▶ Task prompt: Without including any image, retype the records word for word.

▶ Data for processing:

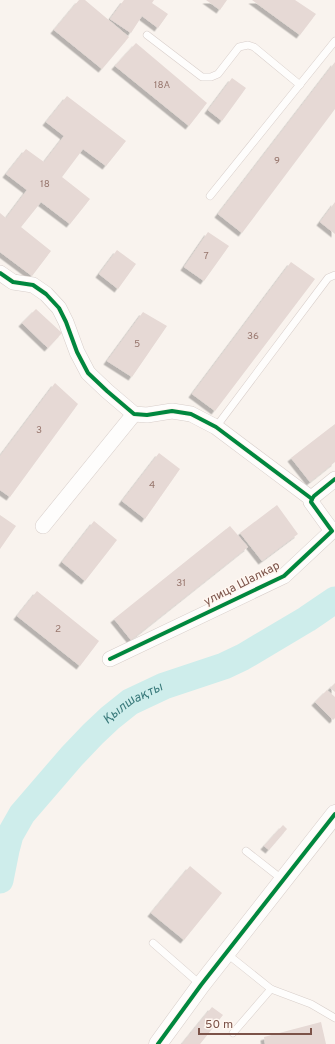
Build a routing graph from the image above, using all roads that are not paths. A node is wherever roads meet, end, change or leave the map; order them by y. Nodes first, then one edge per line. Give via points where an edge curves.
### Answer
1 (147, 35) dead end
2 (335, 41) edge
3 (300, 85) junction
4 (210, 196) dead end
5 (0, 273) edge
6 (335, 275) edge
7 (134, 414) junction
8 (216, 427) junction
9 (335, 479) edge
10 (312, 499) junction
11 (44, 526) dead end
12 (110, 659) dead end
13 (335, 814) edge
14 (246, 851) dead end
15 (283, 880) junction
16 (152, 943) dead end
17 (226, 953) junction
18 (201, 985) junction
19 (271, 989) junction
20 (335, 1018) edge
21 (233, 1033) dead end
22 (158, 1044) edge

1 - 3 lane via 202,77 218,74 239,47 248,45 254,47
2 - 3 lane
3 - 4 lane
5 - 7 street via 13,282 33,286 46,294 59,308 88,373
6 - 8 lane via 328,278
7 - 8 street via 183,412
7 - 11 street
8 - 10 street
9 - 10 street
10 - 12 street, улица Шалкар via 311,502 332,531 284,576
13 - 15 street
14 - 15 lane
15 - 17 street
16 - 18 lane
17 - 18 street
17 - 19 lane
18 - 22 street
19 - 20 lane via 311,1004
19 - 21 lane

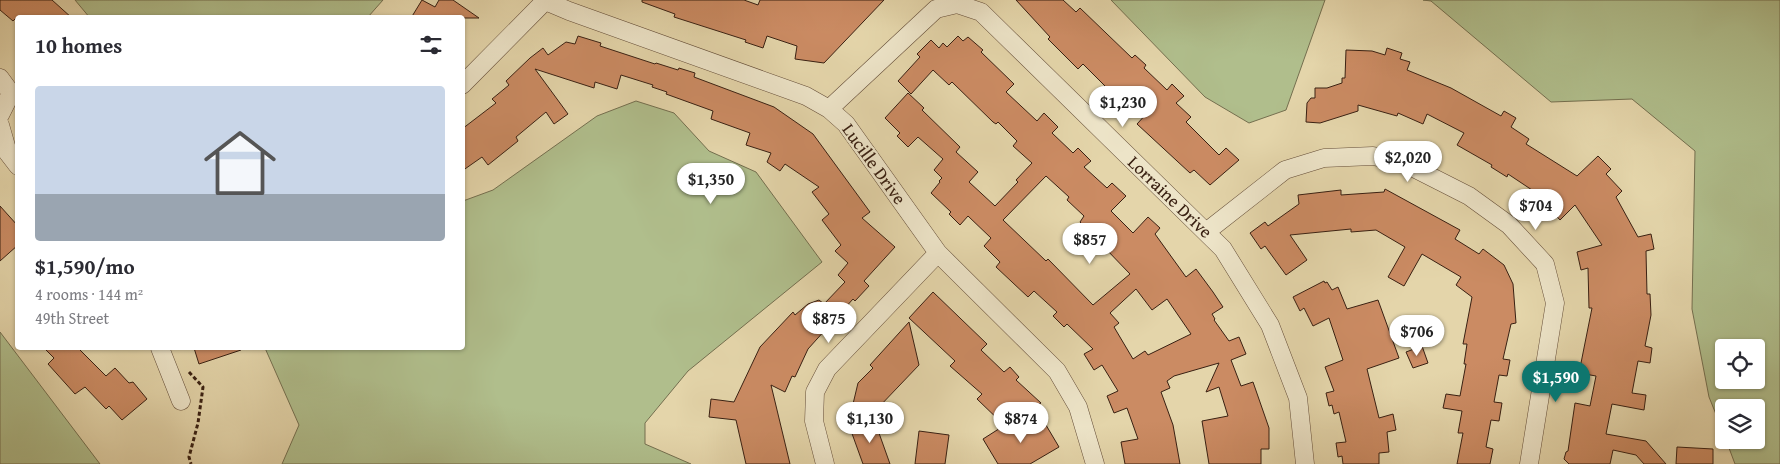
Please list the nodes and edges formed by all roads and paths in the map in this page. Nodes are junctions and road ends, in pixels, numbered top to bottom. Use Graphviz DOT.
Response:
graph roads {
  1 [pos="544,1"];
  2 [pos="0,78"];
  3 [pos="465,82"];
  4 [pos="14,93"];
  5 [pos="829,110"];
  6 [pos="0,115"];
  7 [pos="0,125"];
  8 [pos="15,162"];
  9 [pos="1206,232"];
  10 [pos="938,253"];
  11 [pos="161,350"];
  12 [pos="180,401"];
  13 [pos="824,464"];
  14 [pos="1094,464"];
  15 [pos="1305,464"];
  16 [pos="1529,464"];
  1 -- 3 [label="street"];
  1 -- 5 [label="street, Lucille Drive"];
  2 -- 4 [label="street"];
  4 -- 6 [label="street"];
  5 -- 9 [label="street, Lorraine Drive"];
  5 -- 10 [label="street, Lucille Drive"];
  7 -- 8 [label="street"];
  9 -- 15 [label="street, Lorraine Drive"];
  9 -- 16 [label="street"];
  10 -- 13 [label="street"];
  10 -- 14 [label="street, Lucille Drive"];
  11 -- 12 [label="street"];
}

▶ Worked solution:
Build a routing graph from the image above, using all roads that are not paths. A node is wherever roads meet, end, change or leave the map; order them by y. Nodes first, then one edge per line. Give via points where an edge curves.
### Answer
1 (147, 35) dead end
2 (335, 41) edge
3 (300, 85) junction
4 (210, 196) dead end
5 (0, 273) edge
6 (335, 275) edge
7 (134, 414) junction
8 (216, 427) junction
9 (335, 479) edge
10 (312, 499) junction
11 (44, 526) dead end
12 (110, 659) dead end
13 (335, 814) edge
14 (246, 851) dead end
15 (283, 880) junction
16 (152, 943) dead end
17 (226, 953) junction
18 (201, 985) junction
19 (271, 989) junction
20 (335, 1018) edge
21 (233, 1033) dead end
22 (158, 1044) edge

1 - 3 lane via 202,77 218,74 239,47 248,45 254,47
2 - 3 lane
3 - 4 lane
5 - 7 street via 13,282 33,286 46,294 59,308 88,373
6 - 8 lane via 328,278
7 - 8 street via 183,412
7 - 11 street
8 - 10 street
9 - 10 street
10 - 12 street, улица Шалкар via 311,502 332,531 284,576
13 - 15 street
14 - 15 lane
15 - 17 street
16 - 18 lane
17 - 18 street
17 - 19 lane
18 - 22 street
19 - 20 lane via 311,1004
19 - 21 lane

Please list the nodes and edges formed by all roads and paths in the map in this page. Nodes are junctions and road ends, in pixels, numbered top to bottom. Use Graphviz DOT.
Response:
graph roads {
  1 [pos="544,1"];
  2 [pos="0,78"];
  3 [pos="465,82"];
  4 [pos="14,93"];
  5 [pos="829,110"];
  6 [pos="0,115"];
  7 [pos="0,125"];
  8 [pos="15,162"];
  9 [pos="1206,232"];
  10 [pos="938,253"];
  11 [pos="161,350"];
  12 [pos="180,401"];
  13 [pos="824,464"];
  14 [pos="1094,464"];
  15 [pos="1305,464"];
  16 [pos="1529,464"];
  1 -- 3 [label="street"];
  1 -- 5 [label="street, Lucille Drive"];
  2 -- 4 [label="street"];
  4 -- 6 [label="street"];
  5 -- 9 [label="street, Lorraine Drive"];
  5 -- 10 [label="street, Lucille Drive"];
  7 -- 8 [label="street"];
  9 -- 15 [label="street, Lorraine Drive"];
  9 -- 16 [label="street"];
  10 -- 13 [label="street"];
  10 -- 14 [label="street, Lucille Drive"];
  11 -- 12 [label="street"];
}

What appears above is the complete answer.